### Input material:
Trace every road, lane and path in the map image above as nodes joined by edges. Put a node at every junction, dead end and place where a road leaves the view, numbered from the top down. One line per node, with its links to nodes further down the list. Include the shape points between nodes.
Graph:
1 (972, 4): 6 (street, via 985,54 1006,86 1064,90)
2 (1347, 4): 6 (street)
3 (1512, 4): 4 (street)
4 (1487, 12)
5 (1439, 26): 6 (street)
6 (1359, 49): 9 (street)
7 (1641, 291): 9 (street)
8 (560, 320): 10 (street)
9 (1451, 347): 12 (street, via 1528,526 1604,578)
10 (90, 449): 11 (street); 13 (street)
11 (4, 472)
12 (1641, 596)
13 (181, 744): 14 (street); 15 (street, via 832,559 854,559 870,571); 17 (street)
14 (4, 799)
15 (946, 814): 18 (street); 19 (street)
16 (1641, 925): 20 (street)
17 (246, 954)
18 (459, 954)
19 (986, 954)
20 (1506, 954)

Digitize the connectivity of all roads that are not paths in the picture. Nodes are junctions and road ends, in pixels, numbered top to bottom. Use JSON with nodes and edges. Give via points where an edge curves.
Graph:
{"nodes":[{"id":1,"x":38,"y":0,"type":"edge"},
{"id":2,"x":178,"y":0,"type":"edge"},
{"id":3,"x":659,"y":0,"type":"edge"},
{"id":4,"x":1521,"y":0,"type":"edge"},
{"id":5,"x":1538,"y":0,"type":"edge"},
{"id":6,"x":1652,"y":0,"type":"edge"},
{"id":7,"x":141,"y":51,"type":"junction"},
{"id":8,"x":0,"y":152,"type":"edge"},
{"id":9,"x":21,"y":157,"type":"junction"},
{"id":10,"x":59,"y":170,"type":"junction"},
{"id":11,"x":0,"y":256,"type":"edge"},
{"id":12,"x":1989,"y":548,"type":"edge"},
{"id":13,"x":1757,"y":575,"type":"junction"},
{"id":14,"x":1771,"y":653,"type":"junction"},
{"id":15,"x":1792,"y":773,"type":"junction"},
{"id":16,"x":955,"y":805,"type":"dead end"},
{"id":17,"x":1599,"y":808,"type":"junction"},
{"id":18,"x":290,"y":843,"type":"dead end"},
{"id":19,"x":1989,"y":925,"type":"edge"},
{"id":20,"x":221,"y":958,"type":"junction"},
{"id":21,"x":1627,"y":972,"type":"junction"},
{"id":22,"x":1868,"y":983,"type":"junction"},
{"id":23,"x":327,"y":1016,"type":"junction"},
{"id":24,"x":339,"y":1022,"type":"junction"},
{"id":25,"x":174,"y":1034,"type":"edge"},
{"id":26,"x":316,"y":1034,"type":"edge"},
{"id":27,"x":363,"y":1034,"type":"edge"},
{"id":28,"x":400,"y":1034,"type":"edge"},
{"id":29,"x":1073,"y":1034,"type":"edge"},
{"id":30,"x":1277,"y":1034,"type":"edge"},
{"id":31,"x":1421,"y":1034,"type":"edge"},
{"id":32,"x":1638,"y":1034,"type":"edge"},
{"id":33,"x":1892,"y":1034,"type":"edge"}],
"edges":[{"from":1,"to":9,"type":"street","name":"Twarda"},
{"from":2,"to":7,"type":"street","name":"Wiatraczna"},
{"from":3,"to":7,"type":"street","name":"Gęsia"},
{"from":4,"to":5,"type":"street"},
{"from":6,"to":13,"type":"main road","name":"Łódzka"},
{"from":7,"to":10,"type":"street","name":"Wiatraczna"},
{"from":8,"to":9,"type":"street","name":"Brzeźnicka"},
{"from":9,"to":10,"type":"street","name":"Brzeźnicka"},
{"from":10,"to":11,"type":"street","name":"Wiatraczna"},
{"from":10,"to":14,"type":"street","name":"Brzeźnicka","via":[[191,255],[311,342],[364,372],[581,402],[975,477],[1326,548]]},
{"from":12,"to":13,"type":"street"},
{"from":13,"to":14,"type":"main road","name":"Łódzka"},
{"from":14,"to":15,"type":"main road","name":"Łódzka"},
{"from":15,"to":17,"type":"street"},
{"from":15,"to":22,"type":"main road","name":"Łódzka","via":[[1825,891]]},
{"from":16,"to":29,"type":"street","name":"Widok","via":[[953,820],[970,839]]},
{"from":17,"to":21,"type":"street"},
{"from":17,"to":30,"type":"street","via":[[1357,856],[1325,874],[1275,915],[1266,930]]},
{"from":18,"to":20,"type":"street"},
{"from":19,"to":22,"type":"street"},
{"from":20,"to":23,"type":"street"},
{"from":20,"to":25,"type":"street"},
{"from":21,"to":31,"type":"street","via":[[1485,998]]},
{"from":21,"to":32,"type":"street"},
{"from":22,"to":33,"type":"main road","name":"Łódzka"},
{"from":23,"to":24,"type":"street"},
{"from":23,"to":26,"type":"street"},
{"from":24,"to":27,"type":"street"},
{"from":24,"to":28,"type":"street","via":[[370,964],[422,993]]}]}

### Task brief:
Copy every line of the data that holds the string "points".

### Output for this task:
Trace every road, lane and path in the map image above as nodes joined by edges. Put a node at every junction, dead end and place where a road leaves the view, numbered from the top down. One line per node, with its links to nodes further down the list. Include the shape points between nodes.
Digitize the connectivity of all roads that are not paths in the picture. Nodes are junctions and road ends, in pixels, numbered top to bottom. Use JSON with nodes and edges. Give via points where an edge curves.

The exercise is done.